Vale la pena di affrontare il tema spinoso: sulla “torta” c’è una disputa di campanile che dalla consueta sfida Livorno-Pisa arriva fino a Genova e al Sud della Francia. A Pisa infatti lo stesso impasto si chiama cecìna (e a Livorno sentirla chiamare così può provocare reazioni inaspettate e indesiderate), in Liguria porta il nome di farinata, a Nizza il nome è socca. Quello che distingue i diversi tipi di piatto sono soprattutto la consistenza e l’altezza.

Ma il 5 e 5 per i livornesi è come il , come il cacciucco, come la Terrazza Mascagni. E forse per questo è avvolto anche in un alone di leggenda. Che racconta questo: nel 1284, durante la Battaglia della Meloria (torre isolata nel mare a 7 chilometri al largo di Livorno) tra le Repubbliche marinare di Genova e Pisa, un nave genovese con a bordo prigionieri nemici fu sorpresa da una tempesta. L’imbarcazione imbarcò acqua che si mescolò con le scorte alimentari: tra queste anche i ceci e l’olio rovesciato da un barile. Una roba poco mangiabile a prima vista, ma quando il cibo cominciò a scarseggiare i marinai fecero seccare lo strano mix nato dall’incidente e si accorsero che tanto male non era. Quanto c’è di vero? Chissà. Fatto sta che i genovesi la chiamarono “oro di Pisa”, poi “farinata”. La diffusione di questo cibo arrivò fino a Livorno dove la ricetta fu integrata: la farcitura venne infatti inserita in un panino. O nella focaccia – che a Livorno è schiacciata – o nel pan francese, che nella città toscana viene chiamato francesino.

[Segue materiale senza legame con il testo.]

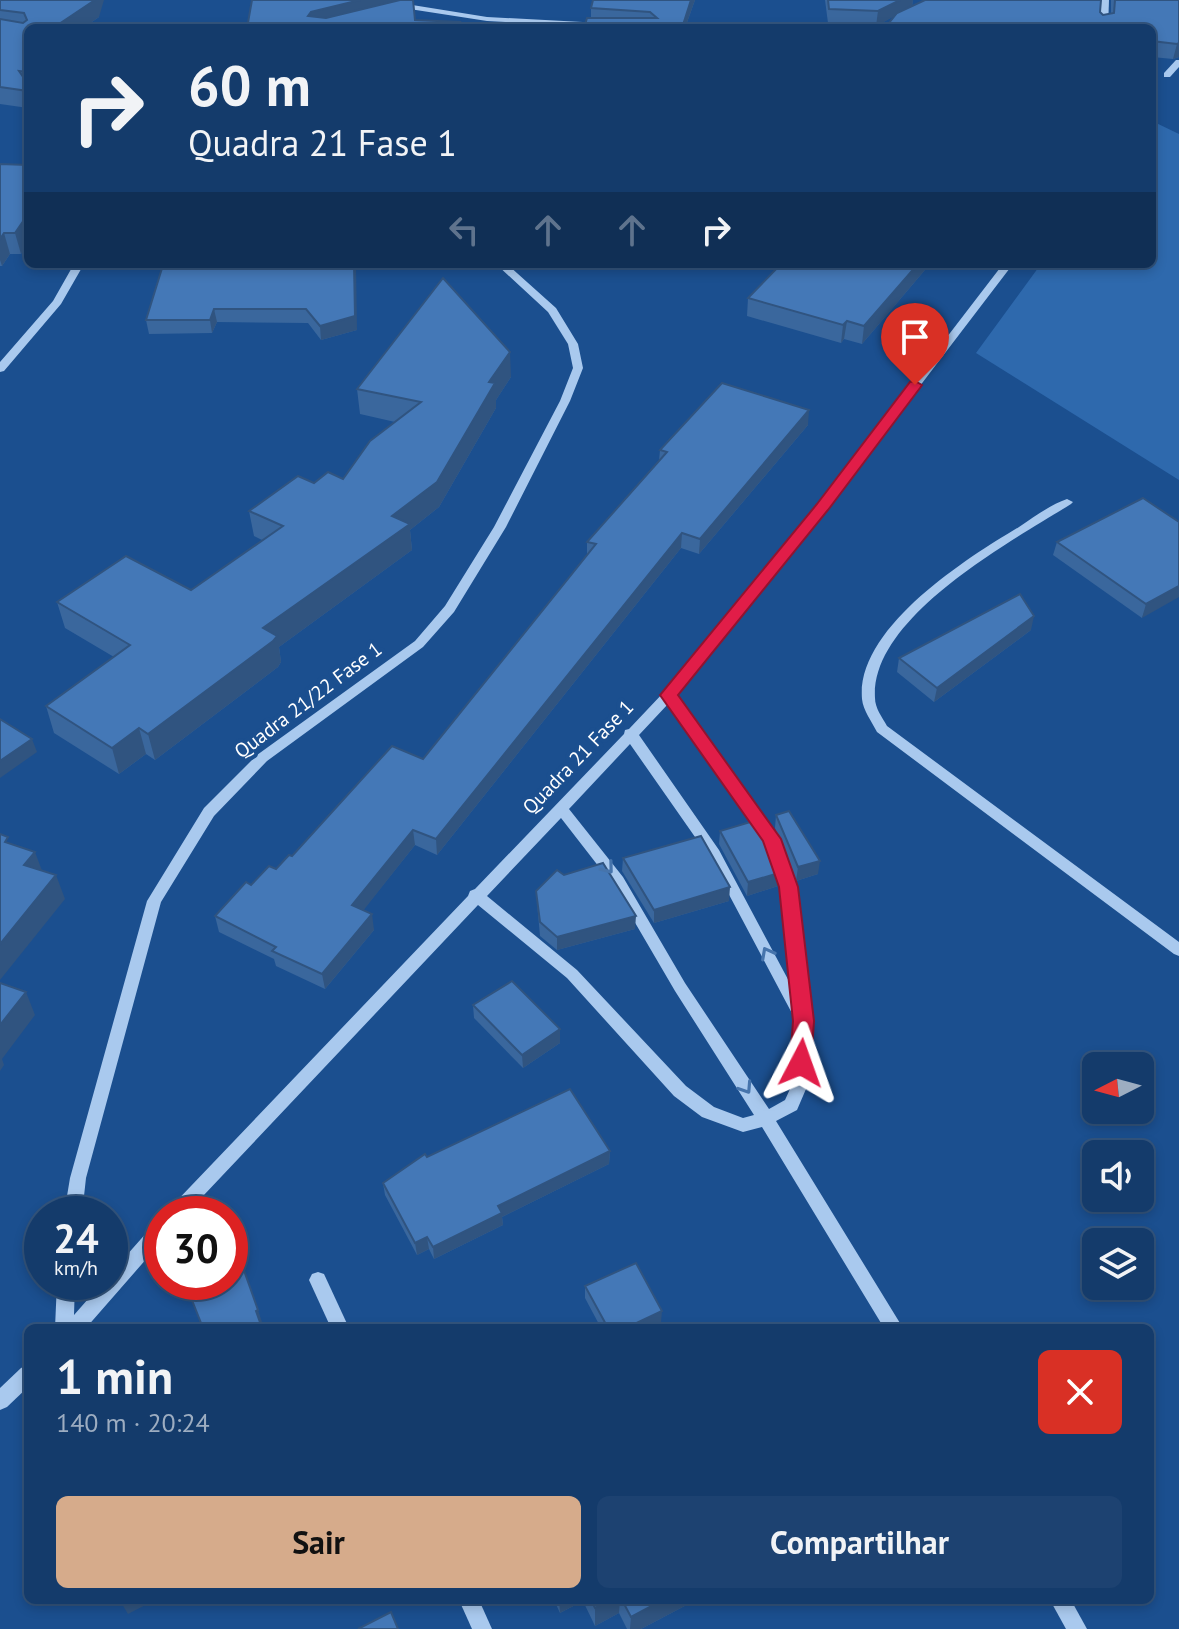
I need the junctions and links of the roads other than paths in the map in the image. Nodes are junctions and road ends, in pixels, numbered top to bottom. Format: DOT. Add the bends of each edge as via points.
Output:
graph roads {
  1 [pos="433,0"];
  2 [pos="935,0"];
  3 [pos="1105,0"];
  4 [pos="406,6"];
  5 [pos="392,10"];
  6 [pos="586,24"];
  7 [pos="893,24"];
  8 [pos="1104,24"];
  9 [pos="1179,62"];
  10 [pos="1167,75"];
  11 [pos="77,268"];
  12 [pos="505,268"];
  13 [pos="1005,268"];
  14 [pos="0,369"];
  15 [pos="1067,502"];
  16 [pos="669,695"];
  17 [pos="630,733"];
  18 [pos="560,807"];
  19 [pos="475,895"];
  20 [pos="1179,950"];
  21 [pos="803,1021"];
  22 [pos="766,1119"];
  23 [pos="76,1196"];
  24 [pos="192,1196"];
  25 [pos="144,1248"];
  26 [pos="318,1280"];
  27 [pos="65,1300"];
  28 [pos="64,1324"];
  29 [pos="78,1324"];
  30 [pos="338,1324"];
  31 [pos="892,1324"];
  32 [pos="24,1378"];
  33 [pos="0,1401"];
  34 [pos="471,1604"];
  35 [pos="1062,1604"];
  36 [pos="482,1629"];
  37 [pos="1077,1629"];
  1 -- 4 [label="street"];
  2 -- 7 [label="street"];
  3 -- 8 [label="street"];
  4 -- 5 [label="street"];
  4 -- 6 [label="street" via="487,19"];
  9 -- 10 [label="street"];
  11 -- 14 [label="street" via="57,302"];
  12 -- 23 [label="street, Quadra 21/22 Fase 1" via="552,310 573,344 578,368 565,401 500,527 450,609 419,644 262,758 209,812 154,901"];
  13 -- 16 [label="street, Quadra 21 Fase 1" via="822,507"];
  15 -- 20 [label="street" via="915,605 888,637 869,680 867,700 882,729"];
  16 -- 17 [label="street, Quadra 21 Fase 1"];
  16 -- 21 [label="street" via="771,839 788,887"];
  17 -- 18 [label="street, Quadra 21 Fase 1"];
  21 -- 17 [label="street, one-way" via="714,854"];
  18 -- 19 [label="street, Quadra 21 Fase 1"];
  18 -- 22 [label="street, one-way" via="618,881"];
  19 -- 22 [label="street" via="572,974 680,1091 737,1125"];
  19 -- 24 [label="street, Quadra 21 Fase 1"];
  21 -- 22 [label="street" via="795,1100"];
  22 -- 31 [label="street"];
  25 -- 29 [label="street"];
  26 -- 30 [label="street"];
  27 -- 28 [label="street"];
  32 -- 33 [label="street"];
  34 -- 36 [label="street"];
  35 -- 37 [label="street"];
}
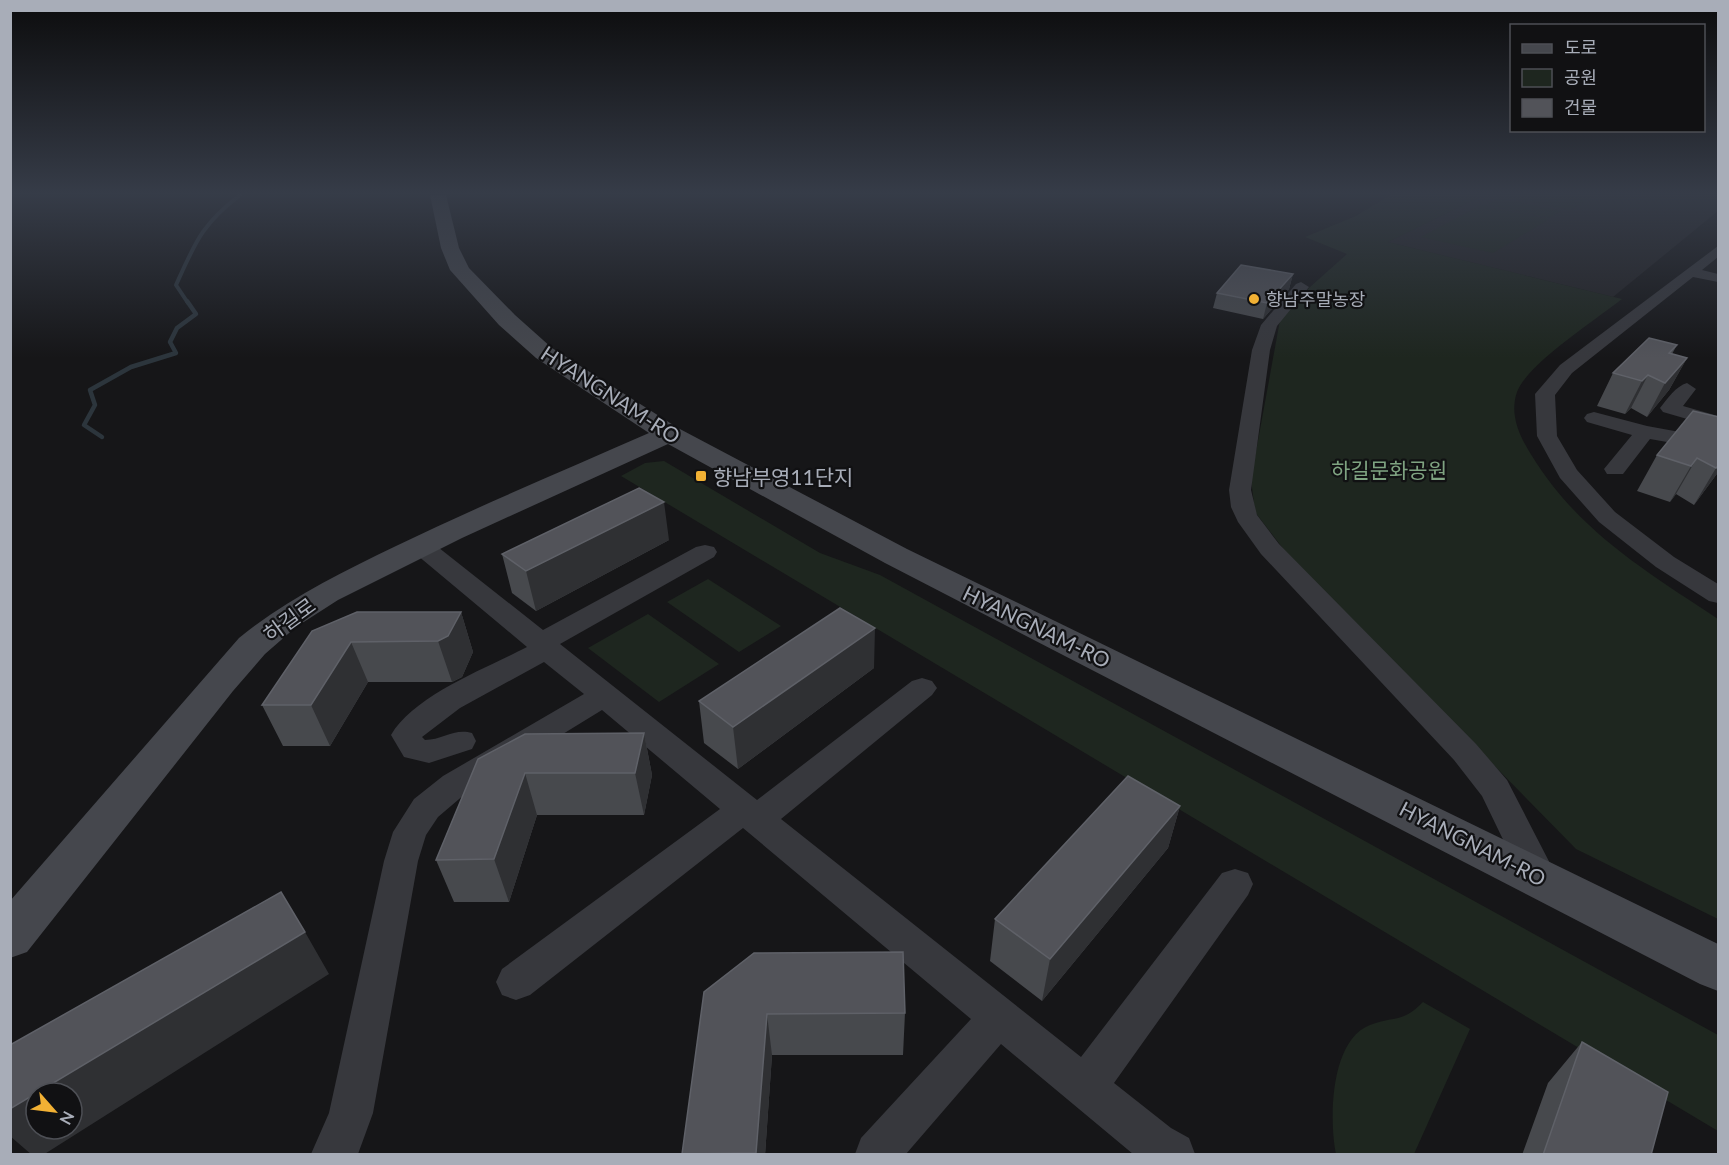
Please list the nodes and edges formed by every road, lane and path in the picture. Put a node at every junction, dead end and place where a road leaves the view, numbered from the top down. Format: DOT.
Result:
graph roads {
  1 [pos="451,249"];
  2 [pos="1719,250"];
  3 [pos="1692,272"];
  4 [pos="1719,278"];
  5 [pos="1301,287"];
  6 [pos="1687,388"];
  7 [pos="1594,418"];
  8 [pos="1719,422"];
  9 [pos="1645,432"];
  10 [pos="669,434"];
  11 [pos="1718,444"];
  12 [pos="1615,469"];
  13 [pos="420,545"];
  14 [pos="705,552"];
  15 [pos="1719,595"];
  16 [pos="544,645"];
  17 [pos="922,688"];
  18 [pos="605,695"];
  19 [pos="461,741"];
  20 [pos="751,814"];
  21 [pos="1538,875"];
  22 [pos="1235,884"];
  23 [pos="10,937"];
  24 [pos="1719,968"];
  25 [pos="516,982"];
  26 [pos="999,1017"];
  27 [pos="1085,1087"];
  28 [pos="1158,1151"];
  29 [pos="333,1155"];
  30 [pos="877,1155"];
  1 -- 10 [label="street, HYANGNAM-RO"];
  2 -- 3 [label="street"];
  3 -- 4 [label="street"];
  3 -- 15 [label="street"];
  5 -- 21 [label="street"];
  6 -- 8 [label="street"];
  7 -- 9 [label="street"];
  9 -- 11 [label="street"];
  9 -- 12 [label="street"];
  10 -- 13 [label="street, 하길로"];
  10 -- 21 [label="street, HYANGNAM-RO"];
  13 -- 16 [label="street"];
  13 -- 23 [label="street, 하길로"];
  14 -- 16 [label="street"];
  16 -- 18 [label="street"];
  16 -- 19 [label="street"];
  17 -- 20 [label="street"];
  18 -- 20 [label="street"];
  18 -- 29 [label="street"];
  20 -- 25 [label="street"];
  20 -- 26 [label="street"];
  21 -- 24 [label="street, HYANGNAM-RO"];
  22 -- 27 [label="street"];
  26 -- 27 [label="street"];
  26 -- 30 [label="street"];
  27 -- 28 [label="street"];
}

A Livorno, comunque, il grande successo di questa pietanza arrivò nella prima metà del Novecento: fu allora che nacque il nome del 5 e 5, perché negli anni Trenta l’ordinazione era formulata con “5 lire di pane e 5 di torta”. Il tocco finale da intenditori? Nel panino, insieme alla torta, si può chiedere di far infilare le melanzane sotto il pesto (cioè messe in aglio, prezzemolo e peperoncino). Provare per credere. Ne vale la pena.